There is something genuinely appealing about this shagginess, though - there's a straightforward sort of comedy at the core, but that belies that this is also a generational epic and a soap opera, and the way the filmmakers will often shift into different episodes or have the story veer in a new direction with a lot of melodrama makes it bigger than the plot: It's a foolish animosity, but the audience can feel just how much bigger than them it must feel to the characters. The film doesn't do much to dig into how this kind of self-destructive, miserable-looking family feud gets started and sustains itself, but does an impressive job of pulling the audience into it without taking sides but instead feeling how irresistible the momentum of it can be, and how Ifunanya are potentially making a major break by acting sensibly.

The actors playing those two cousins give the performances I felt most comfortable with, in large part because of how they aren't yelling until something merits it; it's part of how they mostly seem to be playing to the other character, not the audience. That's not the case with Akindele and Mercy Johnson as the middle generation, but they are forces of nature, sometimes playing to the rafters but also absolutely convincing in how strongly felt their animosity is and how the ends of their marriages has left something at least a little broken underneath. Sola Sobowale and Tina Mba are both playing it a bit more broad in their roles as the grandmothers - Ezinne's frailty is a millimeter away from being outright comedic.

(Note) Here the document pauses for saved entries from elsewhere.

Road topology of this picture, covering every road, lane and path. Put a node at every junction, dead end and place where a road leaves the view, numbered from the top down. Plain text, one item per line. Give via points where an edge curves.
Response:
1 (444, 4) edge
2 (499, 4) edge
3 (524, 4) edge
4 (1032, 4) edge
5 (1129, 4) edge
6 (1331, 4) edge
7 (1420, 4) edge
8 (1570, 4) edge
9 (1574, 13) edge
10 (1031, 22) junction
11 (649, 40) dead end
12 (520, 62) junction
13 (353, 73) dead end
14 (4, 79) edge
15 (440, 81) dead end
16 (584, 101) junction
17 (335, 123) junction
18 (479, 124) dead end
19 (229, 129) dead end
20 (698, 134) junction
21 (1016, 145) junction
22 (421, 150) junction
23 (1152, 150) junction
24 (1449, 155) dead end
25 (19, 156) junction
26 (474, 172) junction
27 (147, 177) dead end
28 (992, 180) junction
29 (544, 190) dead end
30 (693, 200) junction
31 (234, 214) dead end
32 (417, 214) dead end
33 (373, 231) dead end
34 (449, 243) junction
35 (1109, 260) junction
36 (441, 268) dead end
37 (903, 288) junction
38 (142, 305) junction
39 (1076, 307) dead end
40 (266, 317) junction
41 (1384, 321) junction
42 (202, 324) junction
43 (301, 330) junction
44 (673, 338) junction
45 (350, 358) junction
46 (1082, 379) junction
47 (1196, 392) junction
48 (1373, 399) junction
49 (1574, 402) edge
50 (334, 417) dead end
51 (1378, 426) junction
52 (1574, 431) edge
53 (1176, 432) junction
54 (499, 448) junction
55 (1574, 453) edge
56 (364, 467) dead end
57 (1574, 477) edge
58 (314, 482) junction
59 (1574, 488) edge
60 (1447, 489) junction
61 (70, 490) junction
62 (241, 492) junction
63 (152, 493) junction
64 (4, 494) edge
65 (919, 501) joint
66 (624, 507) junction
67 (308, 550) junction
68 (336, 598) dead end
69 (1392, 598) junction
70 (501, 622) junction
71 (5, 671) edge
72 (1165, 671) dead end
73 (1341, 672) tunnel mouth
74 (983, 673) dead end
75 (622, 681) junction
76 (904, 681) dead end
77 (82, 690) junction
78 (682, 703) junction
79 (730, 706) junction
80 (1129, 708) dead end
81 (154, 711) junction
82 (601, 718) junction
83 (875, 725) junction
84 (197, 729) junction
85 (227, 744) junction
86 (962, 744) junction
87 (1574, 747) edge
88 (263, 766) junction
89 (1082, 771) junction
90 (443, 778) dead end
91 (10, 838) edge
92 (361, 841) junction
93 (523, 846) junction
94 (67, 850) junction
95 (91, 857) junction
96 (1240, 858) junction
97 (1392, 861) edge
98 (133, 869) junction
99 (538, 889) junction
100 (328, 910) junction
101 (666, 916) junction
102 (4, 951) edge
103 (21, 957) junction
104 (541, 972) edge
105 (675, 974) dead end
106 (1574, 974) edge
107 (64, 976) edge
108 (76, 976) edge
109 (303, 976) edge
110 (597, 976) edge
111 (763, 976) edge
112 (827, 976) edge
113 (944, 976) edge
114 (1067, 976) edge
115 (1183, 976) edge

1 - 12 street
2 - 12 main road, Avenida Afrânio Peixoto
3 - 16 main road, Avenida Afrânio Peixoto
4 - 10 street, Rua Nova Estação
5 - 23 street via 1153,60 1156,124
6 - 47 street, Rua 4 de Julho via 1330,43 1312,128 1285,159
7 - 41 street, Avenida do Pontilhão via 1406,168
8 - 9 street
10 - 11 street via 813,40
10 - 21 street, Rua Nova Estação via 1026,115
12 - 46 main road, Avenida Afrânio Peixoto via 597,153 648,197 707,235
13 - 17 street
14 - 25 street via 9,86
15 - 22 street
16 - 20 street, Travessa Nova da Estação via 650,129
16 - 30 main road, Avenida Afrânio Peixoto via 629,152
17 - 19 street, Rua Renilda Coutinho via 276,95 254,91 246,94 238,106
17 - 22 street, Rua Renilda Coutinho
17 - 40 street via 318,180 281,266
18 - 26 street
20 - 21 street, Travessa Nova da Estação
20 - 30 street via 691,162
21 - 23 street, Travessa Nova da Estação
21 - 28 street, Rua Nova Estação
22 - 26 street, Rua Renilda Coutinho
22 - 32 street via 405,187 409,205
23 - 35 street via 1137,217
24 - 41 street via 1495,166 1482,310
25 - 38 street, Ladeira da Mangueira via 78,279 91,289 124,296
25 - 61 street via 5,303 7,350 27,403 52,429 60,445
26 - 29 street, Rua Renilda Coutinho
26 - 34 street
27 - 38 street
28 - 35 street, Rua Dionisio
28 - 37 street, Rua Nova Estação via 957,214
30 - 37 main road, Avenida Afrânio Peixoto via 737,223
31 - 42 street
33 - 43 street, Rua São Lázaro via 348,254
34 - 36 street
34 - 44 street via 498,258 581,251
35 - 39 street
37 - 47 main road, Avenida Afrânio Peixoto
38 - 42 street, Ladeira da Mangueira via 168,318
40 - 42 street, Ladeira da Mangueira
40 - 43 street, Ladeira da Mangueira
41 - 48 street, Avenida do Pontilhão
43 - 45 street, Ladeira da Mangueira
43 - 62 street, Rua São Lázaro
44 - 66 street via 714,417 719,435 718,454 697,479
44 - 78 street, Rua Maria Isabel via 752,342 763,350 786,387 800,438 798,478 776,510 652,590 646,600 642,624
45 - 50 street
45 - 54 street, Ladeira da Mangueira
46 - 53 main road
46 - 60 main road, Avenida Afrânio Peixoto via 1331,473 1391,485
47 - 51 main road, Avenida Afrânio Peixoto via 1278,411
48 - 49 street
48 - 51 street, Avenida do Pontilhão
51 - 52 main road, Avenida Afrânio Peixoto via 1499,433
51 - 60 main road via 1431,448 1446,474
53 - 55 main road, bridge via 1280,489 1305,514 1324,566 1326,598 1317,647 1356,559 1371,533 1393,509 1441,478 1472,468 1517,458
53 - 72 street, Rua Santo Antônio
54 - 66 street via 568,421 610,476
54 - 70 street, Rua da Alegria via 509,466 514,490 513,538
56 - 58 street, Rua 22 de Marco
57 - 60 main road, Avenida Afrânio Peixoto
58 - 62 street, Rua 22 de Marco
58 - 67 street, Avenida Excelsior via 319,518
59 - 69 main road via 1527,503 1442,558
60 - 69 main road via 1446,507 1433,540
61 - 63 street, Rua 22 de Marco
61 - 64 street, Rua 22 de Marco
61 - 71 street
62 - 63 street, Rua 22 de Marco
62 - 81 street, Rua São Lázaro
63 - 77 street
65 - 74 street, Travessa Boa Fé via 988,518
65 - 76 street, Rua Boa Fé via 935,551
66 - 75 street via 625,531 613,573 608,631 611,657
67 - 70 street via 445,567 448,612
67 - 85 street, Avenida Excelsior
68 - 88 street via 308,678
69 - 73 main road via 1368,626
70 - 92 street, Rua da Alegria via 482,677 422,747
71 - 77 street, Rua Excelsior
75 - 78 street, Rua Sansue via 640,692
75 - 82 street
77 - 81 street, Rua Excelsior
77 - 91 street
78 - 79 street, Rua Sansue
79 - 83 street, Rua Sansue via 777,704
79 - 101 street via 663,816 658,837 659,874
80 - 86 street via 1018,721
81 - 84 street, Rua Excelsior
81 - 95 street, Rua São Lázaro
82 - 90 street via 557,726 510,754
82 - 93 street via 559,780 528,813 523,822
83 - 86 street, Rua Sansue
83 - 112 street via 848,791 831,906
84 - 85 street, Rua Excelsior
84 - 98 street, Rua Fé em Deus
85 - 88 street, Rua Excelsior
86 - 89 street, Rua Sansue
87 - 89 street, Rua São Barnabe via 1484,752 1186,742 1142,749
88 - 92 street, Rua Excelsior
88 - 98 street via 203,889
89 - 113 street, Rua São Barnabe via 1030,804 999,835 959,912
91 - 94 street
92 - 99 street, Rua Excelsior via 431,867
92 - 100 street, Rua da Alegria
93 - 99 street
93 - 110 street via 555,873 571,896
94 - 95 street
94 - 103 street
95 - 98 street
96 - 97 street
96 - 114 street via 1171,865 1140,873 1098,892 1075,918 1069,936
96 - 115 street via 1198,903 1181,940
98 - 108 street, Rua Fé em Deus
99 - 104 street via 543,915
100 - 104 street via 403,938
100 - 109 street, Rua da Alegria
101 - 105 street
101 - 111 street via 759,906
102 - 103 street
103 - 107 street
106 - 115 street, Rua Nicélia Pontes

I'm not quite sure if Nkem Owoh's Maduka is a flat portrayal or hitting a certain type of toxic masculinity that has plausible deniability head-on, with a certain offended above-the-fray manner that on the one hand makes me think that if someone's going to do polygamy at all, they should be better than this, but is probably more about how men like this maintain control by pitting women against each other. That's what's been happening for generations here, to the point where men being good enough to break the cycle seems to be regarded with suspicion by these women who have for so long seen each other as the enemy.

It doesn't quite gel, especially the filmmakers don't seem to have the resources to depict some of the events that the film turns on rather than having them happen mostly off-screen. Nevertheless, I'm curious to see more from Nollywood; it's long been a blind spot and I don't want to judge it by just this one example.